Lang was a huge fan of the "King of the Cowboys," as Rogers was known, and had this vision of him galloping up to the festival stage on his horse, Trigger, jumping onto the platform and singing his iconic song, "Happy Trails," as the event's final performance.

"It would have been incredible," Surface said. "Can you imagine? There would have been a whole new generation of Roy Rogers fans." But Rogers' agent nixed the appearance, and it didn't come to pass. "We do sing 'Happy Trails' in the show," Surface added.

"We do songs by Creedence Clearwater Revival, Arlo Guthrie, the Grateful Dead, Santana, The Band, Crosby Stills & Nash ... but we also do some of the artists that were invited to perform there that didn’t make it."

One of those would-be performers was Minnesota native Bob Dylan, who lived near the festival site at the time and was supposed to appear there. But he abruptly left town before it even started when he became incensed by intrusive fans who appeared outside his home.

Surface came up with the idea for doing a Woodstock tribute as the festival's 50th anniversary approached.

"I'm not going to be around for the 100th anniversary, so when the 50th anniversary was coming up I started writing down what I considered to be some of the interesting things that happened, things that people don't know about," she said. "We started touring with show in Florida when it turned 2019, and it's been a huge hit.
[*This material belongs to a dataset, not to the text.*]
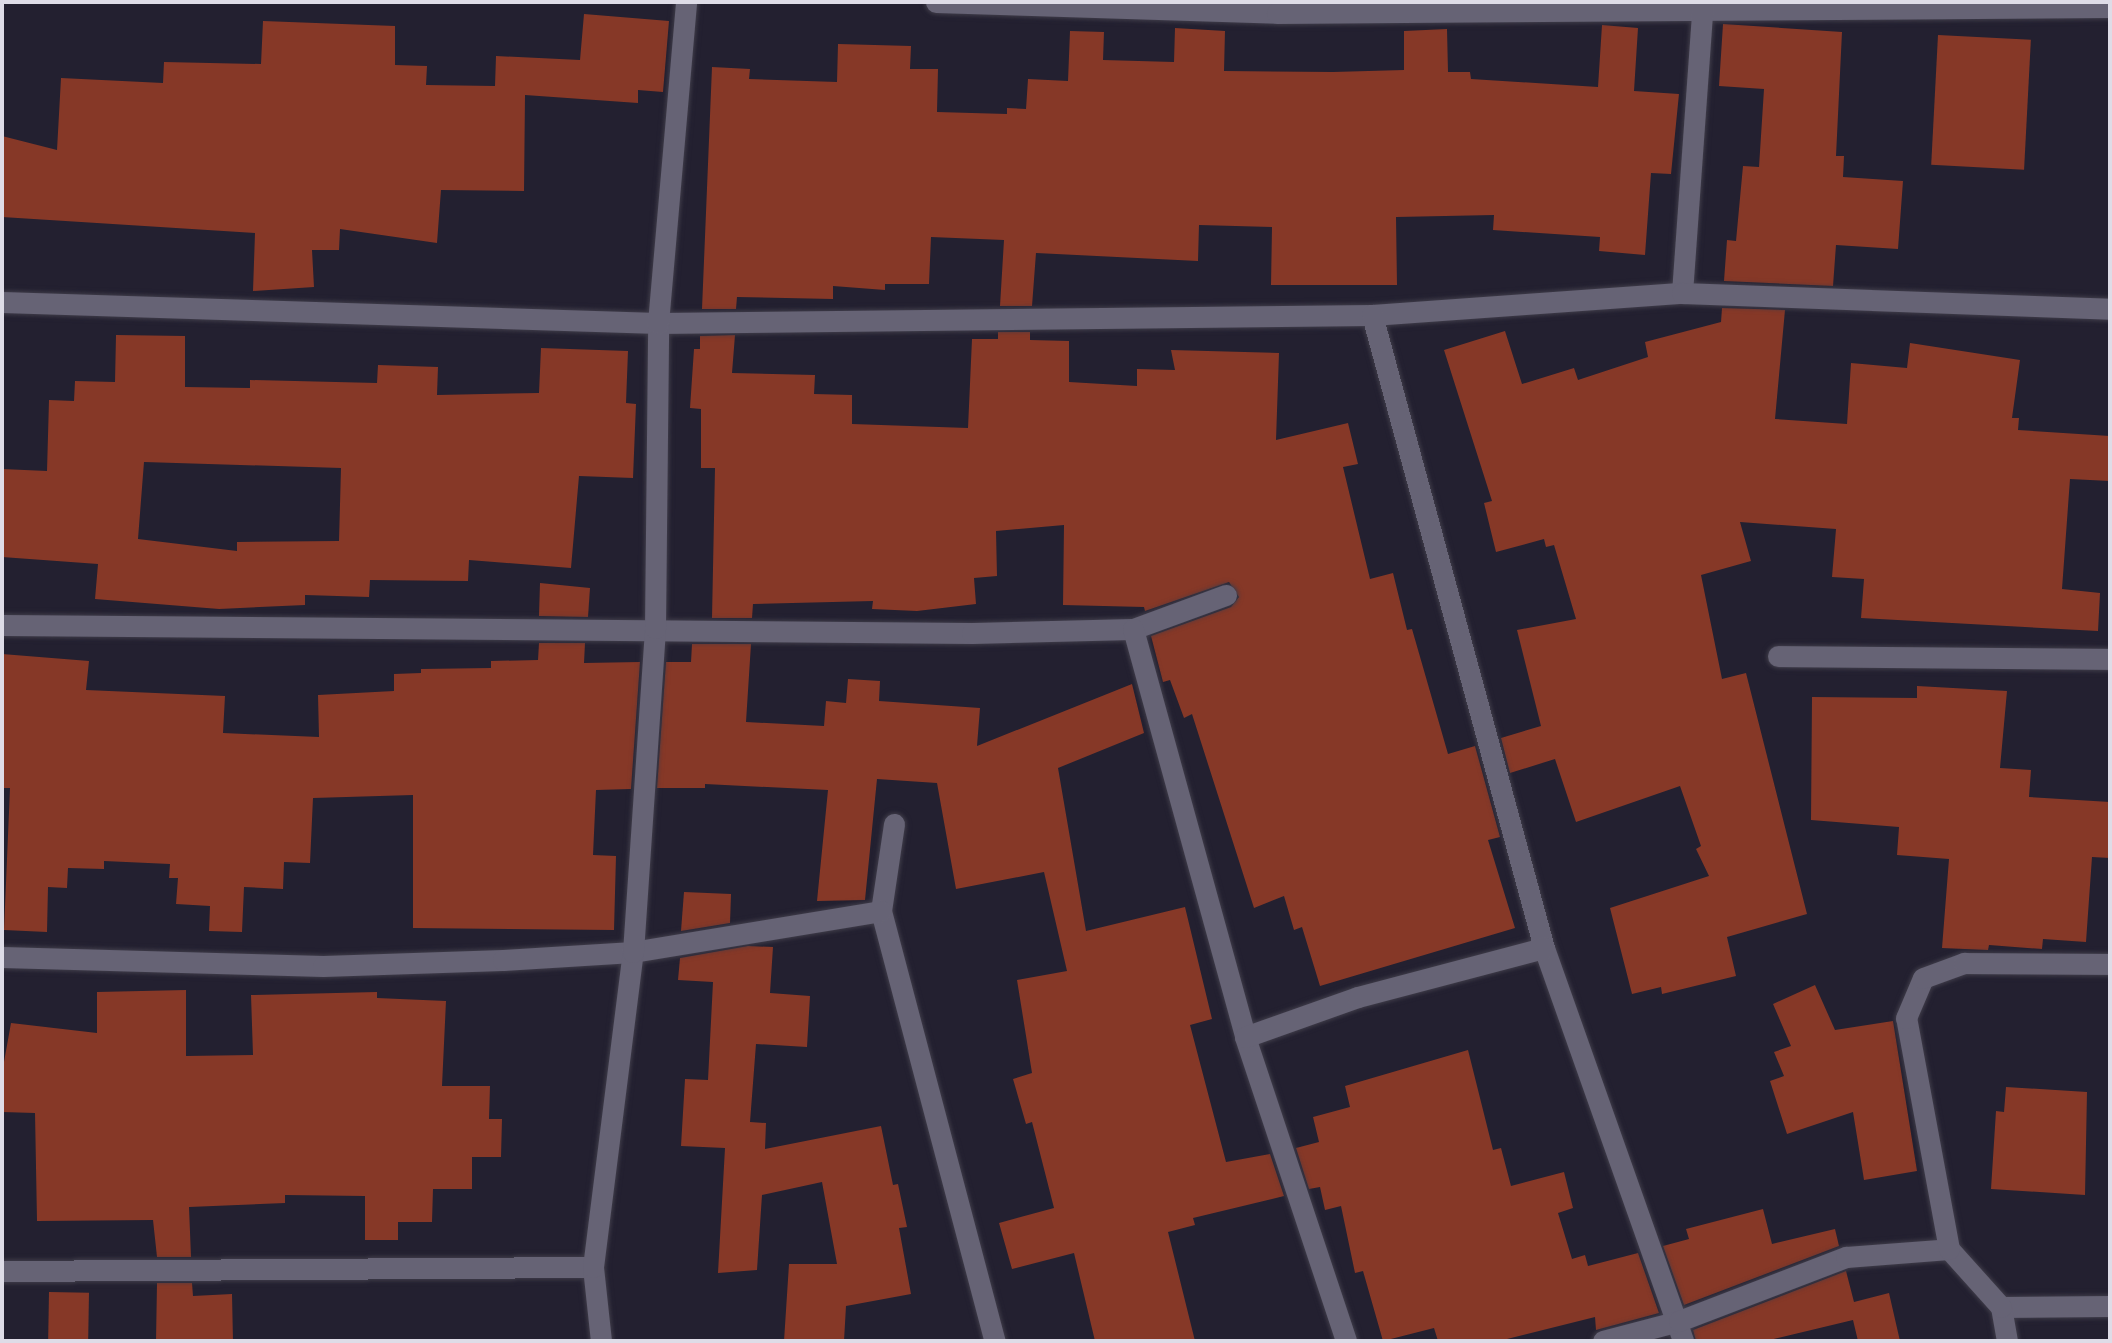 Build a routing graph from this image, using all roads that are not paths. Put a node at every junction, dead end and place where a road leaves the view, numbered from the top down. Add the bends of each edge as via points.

We're really excited about bringing it to Detroit Lakes."

Surface added that she's also excited to be returning to the Holmes Theatre, where she and her husband have performed with their band once or twice in the past.

"What a beautiful theater to perform in," she said. "We're really looking forward to it."
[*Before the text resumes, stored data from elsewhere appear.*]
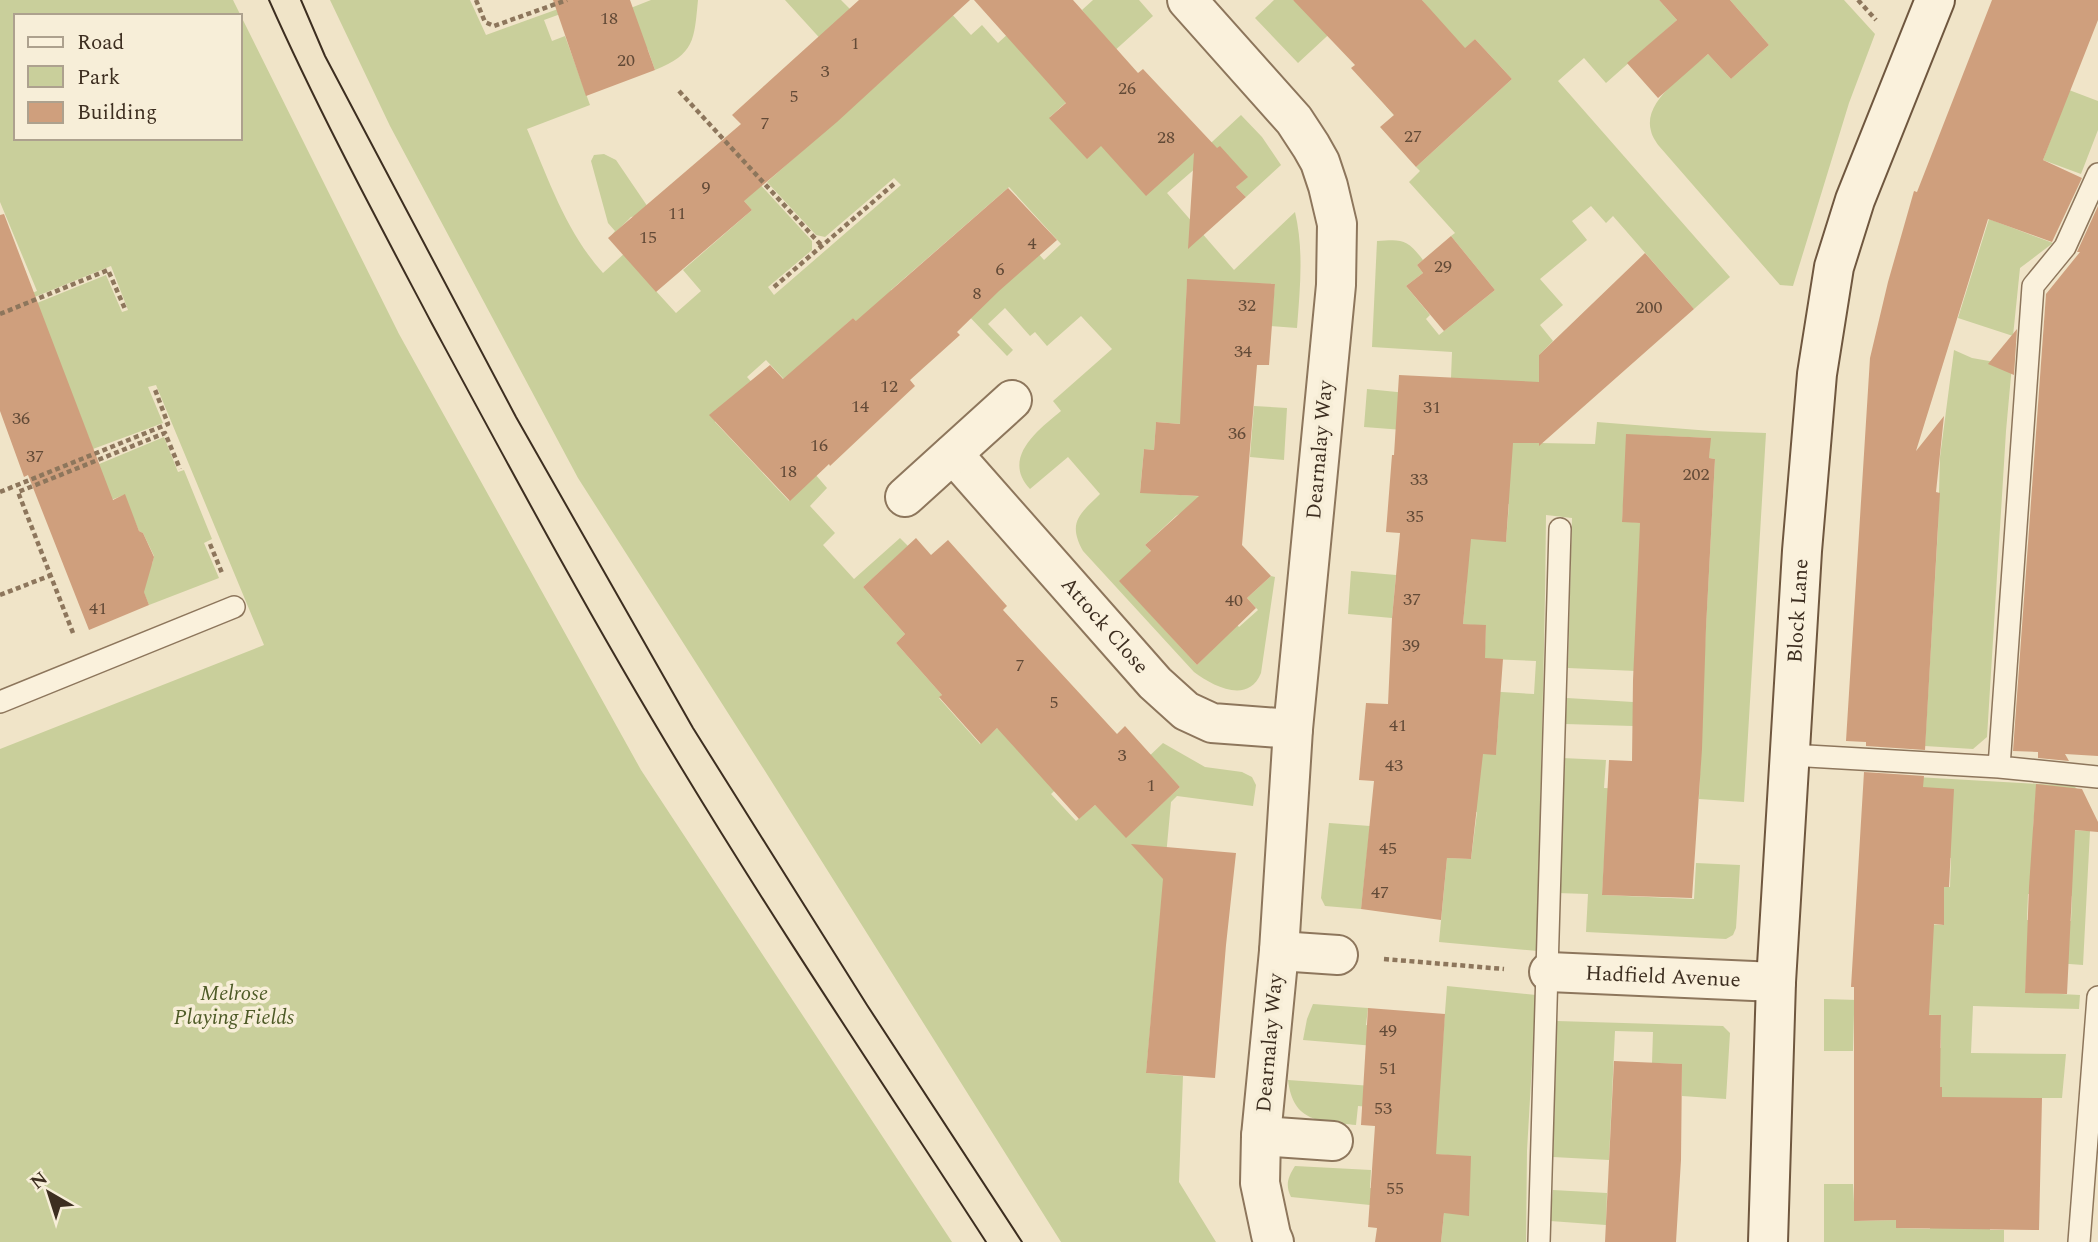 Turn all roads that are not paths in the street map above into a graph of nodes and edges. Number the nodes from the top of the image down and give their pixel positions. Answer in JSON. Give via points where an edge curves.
{"nodes":[{"id":1,"x":1187,"y":0,"type":"edge"},
{"id":2,"x":1934,"y":0,"type":"edge"},
{"id":3,"x":2098,"y":174,"type":"edge"},
{"id":4,"x":1012,"y":400,"type":"dead end"},
{"id":5,"x":953,"y":454,"type":"junction"},
{"id":6,"x":905,"y":497,"type":"dead end"},
{"id":7,"x":1560,"y":529,"type":"dead end"},
{"id":8,"x":234,"y":607,"type":"dead end"},
{"id":9,"x":0,"y":702,"type":"edge"},
{"id":10,"x":1293,"y":729,"type":"junction"},
{"id":11,"x":1790,"y":755,"type":"junction"},
{"id":12,"x":1999,"y":767,"type":"junction"},
{"id":13,"x":2098,"y":778,"type":"edge"},
{"id":14,"x":1279,"y":951,"type":"junction"},
{"id":15,"x":1338,"y":955,"type":"road end"},
{"id":16,"x":1549,"y":972,"type":"junction"},
{"id":17,"x":1776,"y":982,"type":"junction"},
{"id":18,"x":2098,"y":997,"type":"edge"},
{"id":19,"x":1261,"y":1136,"type":"junction"},
{"id":20,"x":1333,"y":1141,"type":"dead end"},
{"id":21,"x":1274,"y":1242,"type":"edge"},
{"id":22,"x":1539,"y":1242,"type":"edge"},
{"id":23,"x":1768,"y":1242,"type":"edge"},
{"id":24,"x":2079,"y":1242,"type":"edge"}],
"edges":[{"from":1,"to":10,"type":"street","name":"Dearnalay Way","via":[[1304,132],[1320,162],[1337,224],[1336,285]]},
{"from":2,"to":11,"type":"street","name":"Block Lane","via":[[1834,267],[1812,415]]},
{"from":3,"to":12,"type":"lane","via":[[2065,247],[2033,286]]},
{"from":4,"to":5,"type":"street"},
{"from":5,"to":6,"type":"street"},
{"from":5,"to":10,"type":"street","name":"Attock Close","via":[[1155,683],[1186,711],[1212,723]]},
{"from":7,"to":16,"type":"lane"},
{"from":8,"to":9,"type":"lane"},
{"from":10,"to":14,"type":"street","name":"Dearnalay Way"},
{"from":11,"to":12,"type":"lane"},
{"from":11,"to":17,"type":"street","name":"Block Lane"},
{"from":12,"to":13,"type":"lane"},
{"from":14,"to":15,"type":"street","name":"Dearnalay Way"},
{"from":14,"to":19,"type":"street","name":"Dearnalay Way"},
{"from":16,"to":17,"type":"street","name":"Hadfield Avenue"},
{"from":16,"to":22,"type":"lane"},
{"from":17,"to":23,"type":"street","name":"Block Lane"},
{"from":18,"to":24,"type":"lane"},
{"from":19,"to":20,"type":"street","name":"Dearnalay Way"},
{"from":19,"to":21,"type":"street","name":"Dearnalay Way","via":[[1260,1183]]}]}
Tickets for Thursday's show are $25 for adults, $12.50 for students, and can be purchased at, 218-844-7469, or at the Holmes Theatre Box Office, 806 Summit Ave.

Chillin' at the Holmes Art Cellar

In conjunction with Thursday's show, the Holmes Art Cellar (in the theater's basement level) will host a free public event that includes family-friendly activities, appetizers and an art showcase featuring the HAC’s August Spotlight Artist, Hannah Spry of Detroit Lakes.
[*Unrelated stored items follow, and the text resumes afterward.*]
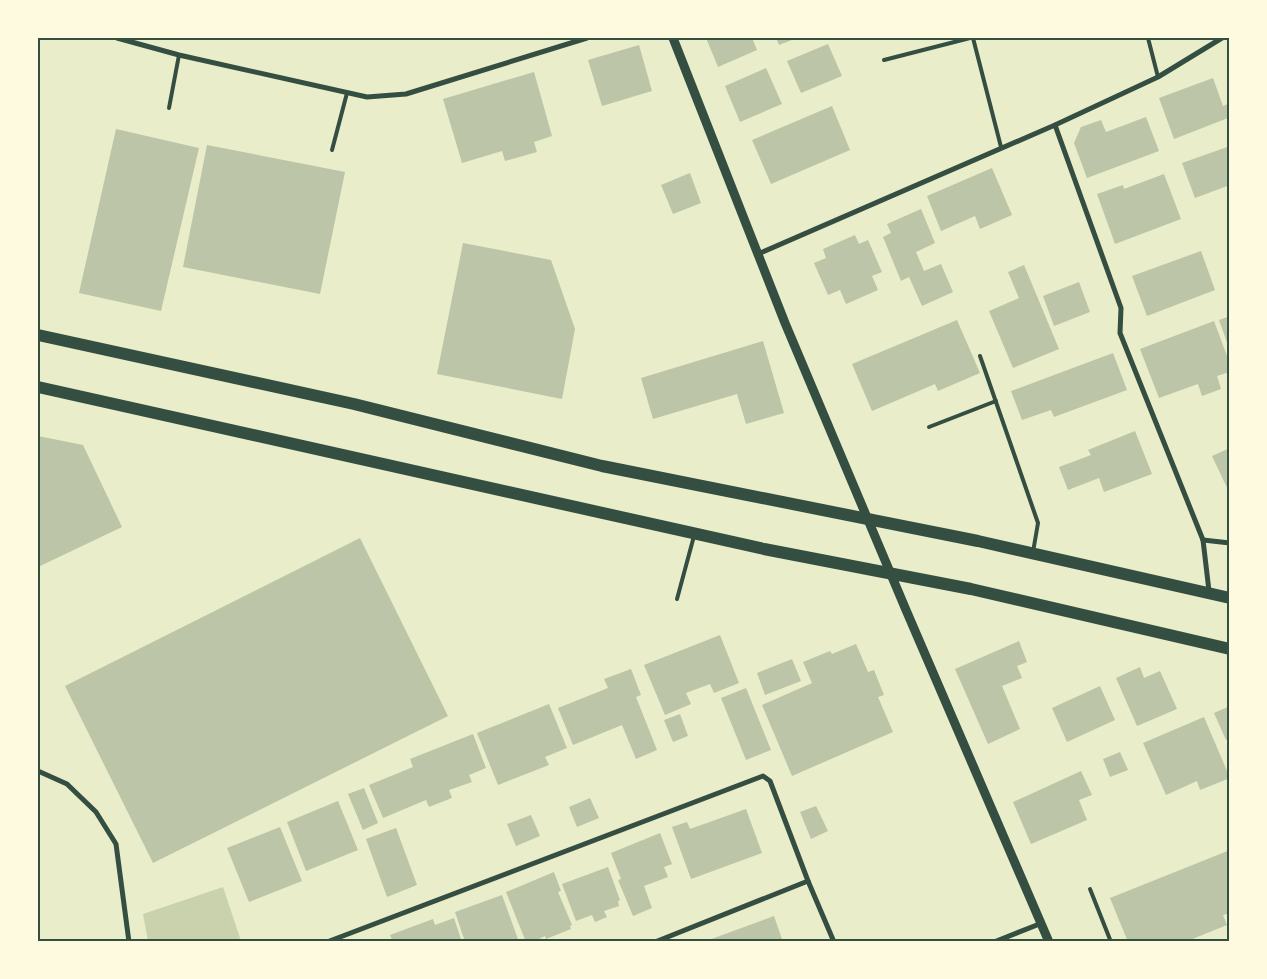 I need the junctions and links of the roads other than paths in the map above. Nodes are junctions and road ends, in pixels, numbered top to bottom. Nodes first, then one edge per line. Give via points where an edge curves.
1 (117, 38) edge
2 (587, 38) edge
3 (674, 38) edge
4 (972, 38) edge
5 (1148, 38) edge
6 (1222, 38) edge
7 (180, 55) junction
8 (884, 60) dead end
9 (1158, 77) junction
10 (346, 93) junction
11 (169, 108) dead end
12 (1055, 125) junction
13 (1001, 147) junction
14 (332, 150) dead end
15 (758, 254) junction
16 (38, 335) edge
17 (980, 356) dead end
18 (38, 386) edge
19 (996, 401) junction
20 (929, 427) dead end
21 (868, 519) junction
22 (695, 533) junction
23 (1204, 540) junction
24 (1230, 543) edge
25 (1032, 554) junction
26 (890, 572) junction
27 (1209, 594) junction
28 (1230, 598) edge
29 (677, 599) dead end
30 (1230, 649) edge
31 (38, 771) edge
32 (808, 881) junction
33 (1090, 889) dead end
34 (1042, 923) junction
35 (130, 942) edge
36 (327, 942) edge
37 (655, 942) edge
38 (834, 942) edge
39 (994, 942) edge
40 (1050, 942) edge
41 (1111, 942) edge

1 - 7 street
2 - 10 street via 406,94 368,98
3 - 15 street
4 - 8 lane
4 - 13 lane
5 - 9 lane
6 - 9 street
7 - 10 street
7 - 11 lane
9 - 12 street
10 - 14 lane
12 - 13 street
12 - 23 street via 1121,308 1120,333
13 - 15 street
15 - 21 street
16 - 21 main road via 354,404 602,466
17 - 19 lane
18 - 22 main road
19 - 20 lane
19 - 25 lane via 1038,523
21 - 25 main road
21 - 26 street
22 - 26 main road
22 - 29 lane
23 - 24 street
23 - 27 street
25 - 27 main road
26 - 30 main road
26 - 34 street
27 - 28 main road
31 - 35 street via 67,784 96,812 116,844
32 - 36 street via 770,781 763,776
32 - 37 street
32 - 38 street
33 - 41 lane
34 - 39 street
34 - 40 street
“We’ll have food and free activities for all ages,” says Holmes Theatre Marketing Director Rachel Hofstrand. “There will be opportunities to paint a vinyl record, make flower headbands, or get a '60s-themed temporary tattoo.

“We’ll also have a place to sign up for 2019-20 art classes at the Holmes Art Cellar,” she said, “and this will also be the kickoff event for our open studio hours at the HAC. We’ll be offering free use of our creative spaces every Friday, as well as the first and third Saturday, and second and fourth Thursday of every month, through December.

“People can come in and use the space to work on an art project, school homework or other creative projects,” Hofstrand said.

The public art event will be 5:30-7:30 p.m. Thursday.